I know I’m lying, I know he does love me, but right now my depression is slapping me across the face like a cold black wave, shocking me with its intensity.  I want to cry, I want to beat on his chest, sob about all the horrible things that have happened to me.

“Do you know how much this sucks?  Do you know what this means?  I’ll probably have to be on birth control for the rest of my life and I’ll probably have pain for the rest of my life too.  Not only that, we might not be able to have children.”

My husband is silent.   He’s always silent, there but not, and I know he can hear me but he refuses to say even one word.  I pull some dishes out of the cabinet and slam them onto the counter with a loud rattle.  Goddamn my life.  Fuck this.

“Babe, you are not listening to me.  I am going to be in pain forever!  I will never be med-free now.  My dream of being completely natural will never happen now that I have Endometriosis.”
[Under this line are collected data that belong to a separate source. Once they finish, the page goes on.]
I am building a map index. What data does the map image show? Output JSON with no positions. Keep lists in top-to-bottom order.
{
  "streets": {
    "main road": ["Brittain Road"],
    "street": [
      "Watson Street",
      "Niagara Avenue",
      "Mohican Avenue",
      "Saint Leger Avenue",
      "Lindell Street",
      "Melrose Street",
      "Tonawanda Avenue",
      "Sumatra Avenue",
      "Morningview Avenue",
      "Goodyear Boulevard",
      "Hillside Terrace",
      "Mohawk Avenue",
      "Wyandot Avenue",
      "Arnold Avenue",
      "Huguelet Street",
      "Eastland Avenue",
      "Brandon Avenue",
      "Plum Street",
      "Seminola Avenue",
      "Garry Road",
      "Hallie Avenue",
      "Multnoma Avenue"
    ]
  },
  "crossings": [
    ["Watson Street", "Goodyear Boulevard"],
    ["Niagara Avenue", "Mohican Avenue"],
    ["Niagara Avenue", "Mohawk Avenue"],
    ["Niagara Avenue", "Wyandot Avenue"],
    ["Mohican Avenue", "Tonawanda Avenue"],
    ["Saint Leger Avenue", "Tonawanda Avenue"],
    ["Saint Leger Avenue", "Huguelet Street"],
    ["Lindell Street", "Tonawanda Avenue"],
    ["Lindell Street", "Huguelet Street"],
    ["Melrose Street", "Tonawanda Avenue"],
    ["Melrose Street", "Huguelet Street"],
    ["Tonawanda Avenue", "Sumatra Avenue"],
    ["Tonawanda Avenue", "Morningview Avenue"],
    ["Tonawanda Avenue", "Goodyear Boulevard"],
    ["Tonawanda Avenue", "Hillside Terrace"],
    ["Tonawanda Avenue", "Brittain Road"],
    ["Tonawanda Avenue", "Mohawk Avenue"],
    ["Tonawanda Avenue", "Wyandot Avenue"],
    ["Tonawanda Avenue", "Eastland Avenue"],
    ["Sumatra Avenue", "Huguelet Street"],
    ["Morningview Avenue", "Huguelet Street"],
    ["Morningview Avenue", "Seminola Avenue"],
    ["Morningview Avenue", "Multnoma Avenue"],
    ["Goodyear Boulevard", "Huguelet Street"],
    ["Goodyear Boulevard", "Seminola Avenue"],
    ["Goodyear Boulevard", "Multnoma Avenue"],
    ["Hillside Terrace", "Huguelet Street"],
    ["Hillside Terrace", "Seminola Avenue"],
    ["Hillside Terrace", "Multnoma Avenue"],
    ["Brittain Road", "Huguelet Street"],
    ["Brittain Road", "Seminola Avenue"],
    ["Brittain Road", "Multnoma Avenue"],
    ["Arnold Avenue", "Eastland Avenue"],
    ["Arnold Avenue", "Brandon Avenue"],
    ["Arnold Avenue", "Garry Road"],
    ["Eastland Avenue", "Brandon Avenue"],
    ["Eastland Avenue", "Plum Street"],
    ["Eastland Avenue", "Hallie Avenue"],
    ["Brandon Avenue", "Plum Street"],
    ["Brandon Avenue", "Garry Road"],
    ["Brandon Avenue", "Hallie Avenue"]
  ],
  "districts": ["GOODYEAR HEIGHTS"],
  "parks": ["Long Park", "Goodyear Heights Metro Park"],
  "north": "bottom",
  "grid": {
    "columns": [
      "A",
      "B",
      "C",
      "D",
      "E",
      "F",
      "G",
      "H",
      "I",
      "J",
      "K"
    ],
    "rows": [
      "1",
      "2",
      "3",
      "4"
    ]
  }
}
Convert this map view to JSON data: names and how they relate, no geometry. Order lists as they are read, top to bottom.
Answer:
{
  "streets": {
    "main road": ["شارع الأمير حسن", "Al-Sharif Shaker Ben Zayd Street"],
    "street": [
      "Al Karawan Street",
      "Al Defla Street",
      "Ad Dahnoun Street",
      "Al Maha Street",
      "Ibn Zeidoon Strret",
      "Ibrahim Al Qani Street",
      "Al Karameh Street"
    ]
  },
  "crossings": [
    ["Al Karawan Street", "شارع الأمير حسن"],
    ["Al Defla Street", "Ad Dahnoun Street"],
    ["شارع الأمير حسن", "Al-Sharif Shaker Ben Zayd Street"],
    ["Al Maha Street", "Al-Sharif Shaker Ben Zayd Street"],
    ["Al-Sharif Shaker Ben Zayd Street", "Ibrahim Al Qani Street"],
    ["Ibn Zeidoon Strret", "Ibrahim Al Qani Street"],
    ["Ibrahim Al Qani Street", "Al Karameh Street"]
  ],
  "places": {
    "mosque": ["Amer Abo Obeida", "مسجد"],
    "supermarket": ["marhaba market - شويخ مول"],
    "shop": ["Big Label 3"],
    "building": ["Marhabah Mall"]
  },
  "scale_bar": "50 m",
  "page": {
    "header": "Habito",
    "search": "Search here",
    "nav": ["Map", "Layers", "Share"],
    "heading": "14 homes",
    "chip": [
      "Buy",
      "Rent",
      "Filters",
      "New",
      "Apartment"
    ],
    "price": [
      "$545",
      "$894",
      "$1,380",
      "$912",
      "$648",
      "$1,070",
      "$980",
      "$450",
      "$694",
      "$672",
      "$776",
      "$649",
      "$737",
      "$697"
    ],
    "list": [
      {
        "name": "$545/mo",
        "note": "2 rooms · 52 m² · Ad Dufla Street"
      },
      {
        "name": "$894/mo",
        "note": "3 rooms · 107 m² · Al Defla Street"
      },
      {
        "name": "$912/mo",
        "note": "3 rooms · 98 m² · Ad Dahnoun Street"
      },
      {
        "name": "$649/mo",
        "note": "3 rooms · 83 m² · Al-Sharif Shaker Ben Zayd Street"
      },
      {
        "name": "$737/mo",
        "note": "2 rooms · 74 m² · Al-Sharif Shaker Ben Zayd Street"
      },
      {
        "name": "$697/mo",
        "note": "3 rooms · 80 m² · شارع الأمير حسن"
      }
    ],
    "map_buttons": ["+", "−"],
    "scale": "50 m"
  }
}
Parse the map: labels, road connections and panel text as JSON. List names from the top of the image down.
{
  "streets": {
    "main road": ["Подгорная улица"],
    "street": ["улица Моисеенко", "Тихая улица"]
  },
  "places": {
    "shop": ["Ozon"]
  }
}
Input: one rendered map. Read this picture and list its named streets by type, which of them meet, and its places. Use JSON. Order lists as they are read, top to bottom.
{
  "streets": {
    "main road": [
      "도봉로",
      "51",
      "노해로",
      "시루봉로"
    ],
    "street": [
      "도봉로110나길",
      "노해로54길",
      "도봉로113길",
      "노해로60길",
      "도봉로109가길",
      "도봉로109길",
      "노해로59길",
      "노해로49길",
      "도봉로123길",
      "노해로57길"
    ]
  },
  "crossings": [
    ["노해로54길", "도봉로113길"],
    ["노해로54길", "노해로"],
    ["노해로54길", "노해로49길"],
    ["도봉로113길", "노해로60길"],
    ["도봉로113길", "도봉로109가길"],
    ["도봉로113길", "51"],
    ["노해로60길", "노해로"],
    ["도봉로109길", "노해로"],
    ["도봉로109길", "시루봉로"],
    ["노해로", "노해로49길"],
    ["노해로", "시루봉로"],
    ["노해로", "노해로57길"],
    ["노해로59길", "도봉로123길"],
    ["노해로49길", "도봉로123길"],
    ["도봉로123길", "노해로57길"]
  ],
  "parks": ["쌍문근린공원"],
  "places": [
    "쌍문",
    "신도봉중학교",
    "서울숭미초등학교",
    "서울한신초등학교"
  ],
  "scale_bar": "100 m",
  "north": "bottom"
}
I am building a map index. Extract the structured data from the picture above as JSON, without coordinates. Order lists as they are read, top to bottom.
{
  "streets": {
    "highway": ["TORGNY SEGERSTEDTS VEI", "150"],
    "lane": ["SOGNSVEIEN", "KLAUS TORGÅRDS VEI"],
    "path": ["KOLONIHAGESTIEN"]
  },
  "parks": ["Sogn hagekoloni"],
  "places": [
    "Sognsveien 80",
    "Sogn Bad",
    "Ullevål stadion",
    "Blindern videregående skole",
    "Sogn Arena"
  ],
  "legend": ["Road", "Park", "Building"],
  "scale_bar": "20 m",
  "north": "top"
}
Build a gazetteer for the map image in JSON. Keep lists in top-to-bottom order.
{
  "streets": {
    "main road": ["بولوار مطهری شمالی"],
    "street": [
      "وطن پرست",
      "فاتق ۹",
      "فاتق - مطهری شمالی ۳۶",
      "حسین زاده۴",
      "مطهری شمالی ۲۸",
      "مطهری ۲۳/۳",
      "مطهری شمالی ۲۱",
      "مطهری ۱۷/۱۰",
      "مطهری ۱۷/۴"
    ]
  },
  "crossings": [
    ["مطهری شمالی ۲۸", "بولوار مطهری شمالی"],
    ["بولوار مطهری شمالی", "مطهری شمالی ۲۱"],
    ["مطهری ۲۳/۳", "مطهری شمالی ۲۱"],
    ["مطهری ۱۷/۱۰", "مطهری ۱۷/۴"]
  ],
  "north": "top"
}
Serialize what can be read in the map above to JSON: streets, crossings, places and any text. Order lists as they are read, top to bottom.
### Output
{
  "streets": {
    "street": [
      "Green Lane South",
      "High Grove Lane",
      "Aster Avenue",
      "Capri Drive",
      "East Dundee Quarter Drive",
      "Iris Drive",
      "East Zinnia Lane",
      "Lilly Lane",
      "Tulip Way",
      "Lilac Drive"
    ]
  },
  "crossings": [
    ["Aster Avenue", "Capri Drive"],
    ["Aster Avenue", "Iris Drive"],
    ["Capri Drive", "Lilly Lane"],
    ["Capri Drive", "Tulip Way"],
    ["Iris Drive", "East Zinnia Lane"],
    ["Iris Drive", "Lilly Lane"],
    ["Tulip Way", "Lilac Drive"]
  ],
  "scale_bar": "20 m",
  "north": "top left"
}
He still isn’t really looking at me, shoulders hunched, face entirely impassive.  Say something!

“Don’t I already have enough to deal with, with my anxiety?  Isn’t my life already enough of a shit show?  Everyone else has these damn perfect lives, amazing lives with no problems.  They always get exactly what they want, the fucking bitches, while I have more and more shit piled on top of my head.  How much more can I take?  I know I could feel better if I could get some exercise, but I can’t even seem to manage that.  I’m so tired.  I’m so emotionally fucked.  I just want to lay down, fall sobbing to the floor and never get up again.”

He is still silent, playing with something on the counter, eyes downcast focused on what he’s doing.  I feel my blood start to pound in my ears, why won’t he say something, comfort me?  Can’t he see how I’m hurting?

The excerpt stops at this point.